**MATERIAL PROVIDED:**
:::

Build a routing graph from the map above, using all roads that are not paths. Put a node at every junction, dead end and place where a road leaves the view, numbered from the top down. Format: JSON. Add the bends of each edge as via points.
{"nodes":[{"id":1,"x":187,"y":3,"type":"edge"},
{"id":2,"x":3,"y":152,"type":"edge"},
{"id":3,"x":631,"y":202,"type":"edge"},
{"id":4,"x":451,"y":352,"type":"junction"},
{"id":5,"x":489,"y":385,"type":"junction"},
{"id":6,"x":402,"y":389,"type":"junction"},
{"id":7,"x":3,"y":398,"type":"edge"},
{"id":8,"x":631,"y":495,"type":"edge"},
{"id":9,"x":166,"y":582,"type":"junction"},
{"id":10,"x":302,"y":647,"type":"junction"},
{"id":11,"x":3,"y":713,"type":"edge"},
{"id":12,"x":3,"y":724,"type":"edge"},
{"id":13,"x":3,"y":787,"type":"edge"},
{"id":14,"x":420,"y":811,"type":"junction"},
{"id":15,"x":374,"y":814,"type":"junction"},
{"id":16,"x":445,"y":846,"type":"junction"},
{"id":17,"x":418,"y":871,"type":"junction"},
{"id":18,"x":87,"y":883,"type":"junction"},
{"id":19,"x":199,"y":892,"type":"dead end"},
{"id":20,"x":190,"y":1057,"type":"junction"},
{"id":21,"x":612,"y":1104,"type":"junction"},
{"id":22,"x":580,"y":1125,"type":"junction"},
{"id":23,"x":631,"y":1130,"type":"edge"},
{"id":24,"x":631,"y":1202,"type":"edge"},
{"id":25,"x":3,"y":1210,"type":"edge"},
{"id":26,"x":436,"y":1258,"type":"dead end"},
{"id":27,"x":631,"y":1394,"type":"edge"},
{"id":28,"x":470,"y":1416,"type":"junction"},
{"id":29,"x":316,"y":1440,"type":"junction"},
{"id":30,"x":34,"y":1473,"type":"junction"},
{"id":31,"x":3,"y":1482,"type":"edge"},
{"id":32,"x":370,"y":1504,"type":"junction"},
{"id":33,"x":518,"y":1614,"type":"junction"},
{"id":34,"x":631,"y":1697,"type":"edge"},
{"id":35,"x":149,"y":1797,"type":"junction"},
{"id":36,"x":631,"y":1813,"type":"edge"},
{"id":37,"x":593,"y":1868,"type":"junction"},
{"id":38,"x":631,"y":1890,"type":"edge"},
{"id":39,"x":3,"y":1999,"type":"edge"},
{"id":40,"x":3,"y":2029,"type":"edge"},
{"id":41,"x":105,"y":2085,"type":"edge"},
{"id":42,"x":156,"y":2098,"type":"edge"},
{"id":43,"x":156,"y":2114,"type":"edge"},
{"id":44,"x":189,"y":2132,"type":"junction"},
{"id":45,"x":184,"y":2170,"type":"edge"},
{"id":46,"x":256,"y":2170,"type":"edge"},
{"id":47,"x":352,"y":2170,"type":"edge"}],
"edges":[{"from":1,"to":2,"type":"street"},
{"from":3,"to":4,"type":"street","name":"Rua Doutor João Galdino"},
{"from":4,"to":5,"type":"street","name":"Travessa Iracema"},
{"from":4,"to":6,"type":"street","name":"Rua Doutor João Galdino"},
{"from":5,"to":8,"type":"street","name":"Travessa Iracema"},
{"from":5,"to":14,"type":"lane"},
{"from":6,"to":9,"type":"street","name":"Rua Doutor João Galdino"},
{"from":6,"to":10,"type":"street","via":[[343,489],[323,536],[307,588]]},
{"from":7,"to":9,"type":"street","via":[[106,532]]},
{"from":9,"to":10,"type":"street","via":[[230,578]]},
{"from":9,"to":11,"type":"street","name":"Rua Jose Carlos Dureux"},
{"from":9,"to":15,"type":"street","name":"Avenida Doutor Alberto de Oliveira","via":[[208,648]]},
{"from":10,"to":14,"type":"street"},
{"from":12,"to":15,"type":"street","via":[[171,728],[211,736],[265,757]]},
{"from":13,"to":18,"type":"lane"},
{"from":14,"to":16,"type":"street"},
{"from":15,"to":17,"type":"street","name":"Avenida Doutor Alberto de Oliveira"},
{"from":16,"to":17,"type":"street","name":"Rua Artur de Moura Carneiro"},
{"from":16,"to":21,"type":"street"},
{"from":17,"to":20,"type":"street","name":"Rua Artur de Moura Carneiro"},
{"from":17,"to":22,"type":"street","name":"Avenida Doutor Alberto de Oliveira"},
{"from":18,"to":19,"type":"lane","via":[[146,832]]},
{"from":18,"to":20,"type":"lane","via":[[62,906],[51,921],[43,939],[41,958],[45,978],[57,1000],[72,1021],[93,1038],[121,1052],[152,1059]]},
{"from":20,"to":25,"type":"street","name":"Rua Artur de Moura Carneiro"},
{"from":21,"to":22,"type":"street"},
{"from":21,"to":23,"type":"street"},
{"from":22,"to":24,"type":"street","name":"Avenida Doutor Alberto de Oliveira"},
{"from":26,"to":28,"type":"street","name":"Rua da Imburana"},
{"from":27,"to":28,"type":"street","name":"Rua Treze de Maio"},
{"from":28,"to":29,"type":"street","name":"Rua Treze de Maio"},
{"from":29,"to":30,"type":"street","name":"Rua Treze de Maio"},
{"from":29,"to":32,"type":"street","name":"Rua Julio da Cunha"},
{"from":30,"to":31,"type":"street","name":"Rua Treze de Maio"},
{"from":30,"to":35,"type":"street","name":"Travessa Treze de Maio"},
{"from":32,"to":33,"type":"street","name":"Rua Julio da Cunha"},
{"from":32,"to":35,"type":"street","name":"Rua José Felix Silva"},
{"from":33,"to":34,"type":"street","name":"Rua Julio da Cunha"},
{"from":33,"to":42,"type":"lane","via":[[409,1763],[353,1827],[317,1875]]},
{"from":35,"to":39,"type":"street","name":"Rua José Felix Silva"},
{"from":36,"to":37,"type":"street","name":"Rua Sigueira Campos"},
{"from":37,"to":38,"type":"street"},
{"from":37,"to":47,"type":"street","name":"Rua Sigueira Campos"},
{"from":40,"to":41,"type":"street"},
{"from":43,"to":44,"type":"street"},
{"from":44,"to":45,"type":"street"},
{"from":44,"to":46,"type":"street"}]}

:::

**EXERCISE:** Within the listing above, find every line containing the string "Oliveira" and return it.

**EXERCISE OUTPUT:**
{"from":9,"to":15,"type":"street","name":"Avenida Doutor Alberto de Oliveira","via":[[208,648]]},
{"from":15,"to":17,"type":"street","name":"Avenida Doutor Alberto de Oliveira"},
{"from":17,"to":22,"type":"street","name":"Avenida Doutor Alberto de Oliveira"},
{"from":22,"to":24,"type":"street","name":"Avenida Doutor Alberto de Oliveira"},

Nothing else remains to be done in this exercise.